Tuesday, February 28, 2012

Family Stressors

I find this topic fascinating because that is something that has been directly affecting our marriage in the recent weeks. My husband and I have been dating for seven years and were married last August. We were lucky and had that fairy tale ending, as most people describe it. In comparison to most serious stressors, my husband and I often reflect on troubles we had in the past with our long distance relationship and bring them into our marriage. I will admit, that is more of a problem that I struggle with than him. He has the mindset that the past is the past, while I still dwell on those times that I was hurt. This seems ridiculous, and realistically is ridiculous, because we are married and really it shouldn't matter. As a result, my husband and I have found methods to difuse any tension or stress by simply discussing how different our marriage is now compared to a silly teenage dating experience. Our outlook is different, because we are a team. I feel that if you always have that "team" mentality, you can overcome all stressors whether they be a death, finances, disobedient children, loss of employment, etc. you can tackle any trial put in your path. The adversary wants us to feel stressed and overwhelmed and feel like we have no way out, but we have our spouse, family, and the Lord to aid us through any difficult challenge put in our path.

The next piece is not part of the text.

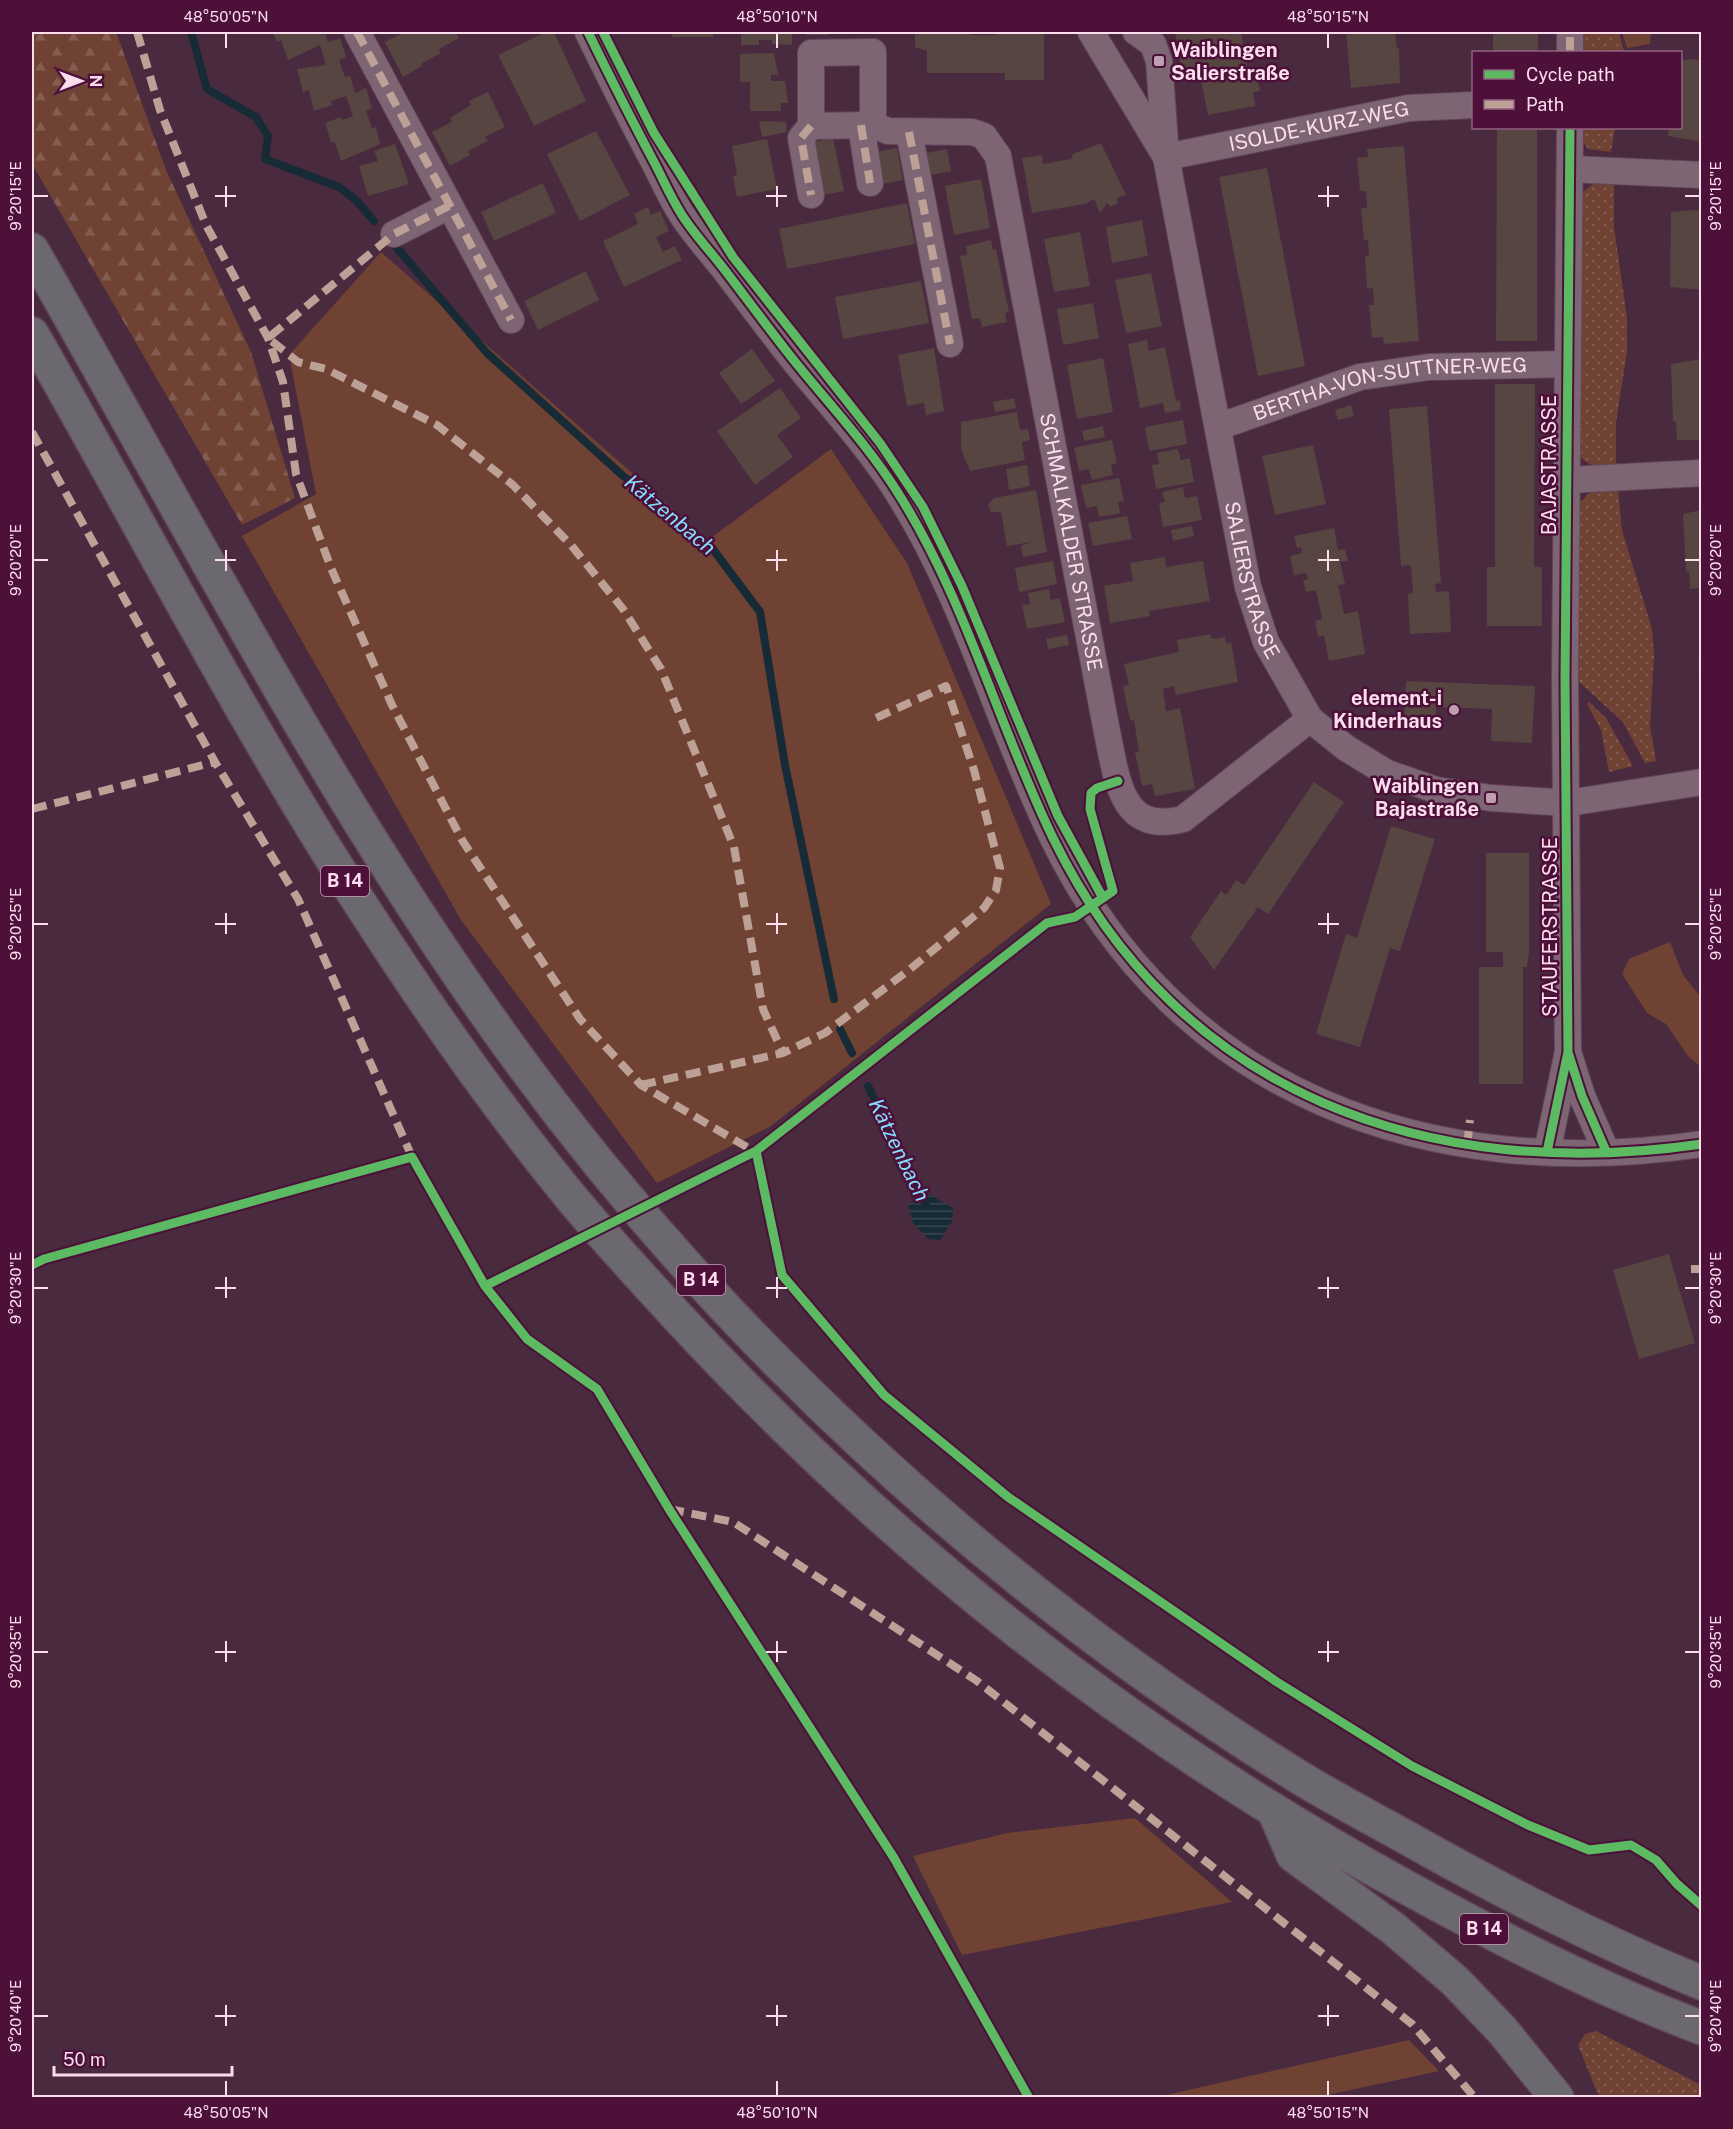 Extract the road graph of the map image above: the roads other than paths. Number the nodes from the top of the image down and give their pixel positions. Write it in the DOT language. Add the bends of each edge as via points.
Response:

Wednesday, February 22, 2012

Marital Intimacy

Intimacy has become very distorted in the media and throughout the world. I felt like the discussions we had in class about why intimacy is important in a marriage were very interesting. As married couples, we need intimacy to feel attractive, appreciated, comforted, as well as identifying specific gender roles in a marriage. One of the most important reasons intimacy is crucial in a marriage is because it allows us to create/build our individual family units. I know that as a newlywed, I am not currently ready to add children to our family yet, but that it is something that we look forward to doing. We are now focusing on how to get to know one another in all aspects of our marriage. We are grateful for the gift of intimacy that we are now allowed to partake of. I liked the analogy of the gift, and as members of the Church, this can often be an awkward thing to address, but it is a beautiful thing. Intimacy in a marriage can improve a bad marriage and bring more love and attention to important details of one another’s needs. One of the most memorable parts of class was when Brother Williams said that you can tell how a marriage is functioning based on the couples sexual experience. Sex goes beyond the physical, it is an emotional bond that belongs within the bounds of marriage.  

Wednesday, February 15, 2012

Getting To Know Them

Being married is a wonderful journey, but also an incredible learning experience. When we were discussing in class what changes when you get married, I thought we covered a lot of great things. Some of those changes are: Routines, Schedules, Sharing Everything, Budget/Finances, and Personal Space. I feel very fortunate that my husband and I have been together for so long (seven years), because it made our transition much easier. I would say that our most difficult transition was the financial aspect. It is not that we do not have the money, it's the fact that I am very organized with our finances and my husband is very lax. If I were to give advice to an engaged couple, it would be to discuss all of the necessary topics, but also create a budget before you get married. Get in the routine of living on a budget, because life much different when two people share an account. I have found that being open-minded to eachother's solutions on how to solve problems not only solves the problem, but brings you and your spouse together.

Saturday, February 11, 2012

Being Newlyweds and The Long Road Before

There is no better feeling than being married. You have found that one person and you no longer have to live in the dating "scene". For one thing, the dating scene is scary, and could potentially be unhealthy. The dating scene, in most areas other than an LDS community, has high risks associated with it. In the discussions of "hooking up" and "hanging out" I am reminded of when Sister Dalton came to BYU-Idaho last semester and gave a talk about how young ladies should not allow boys to ask them to hang out, but make them really take them out on a date. I think those were inspired words. Traditional dating is what helps structure a workable marriage. You need to official be dedicated to someone before you can marry them. I was dating the same young man for seven, yes seven years, before we were married. I had seen him in every season, situation, and environment. It is important to really know someone before getting married, and I assure you it is almost impossible to do so without having the traditional dating experience.

Wednesday, February 1, 2012

Was I Born This Way?

This week in class we discussed primarily same gender attraction and the difficulties associated with it. Being from Vermont I am very familiar with same gender attraction. I remember in my high school having at least three of my teachers being homosexuals. I also had a basketball coach who was a lesbian. I was never put in a position where I felt uncomfortable, in fact it helped me realize how important people are as individuals not being based on their sexual orientation. However, I did have a friend who had two fathers. It was very apparent that she needed a mother figure. There are obvious challenges for girls being raised without a motherly influence. My friend struggled with dating, puberty, and interacting socially with other females. I have never thought that was fair. I know she would have had an easier transition with a mother figure and a father figure. As members of the Church of Jesus Christ of Latter-day Saints, we know that everybody's gender is of God and given to us to fulfill roles as a mother and a father. If those roles in each family are not met, there is a definite problem that cannot be reversed if the situation remains the same.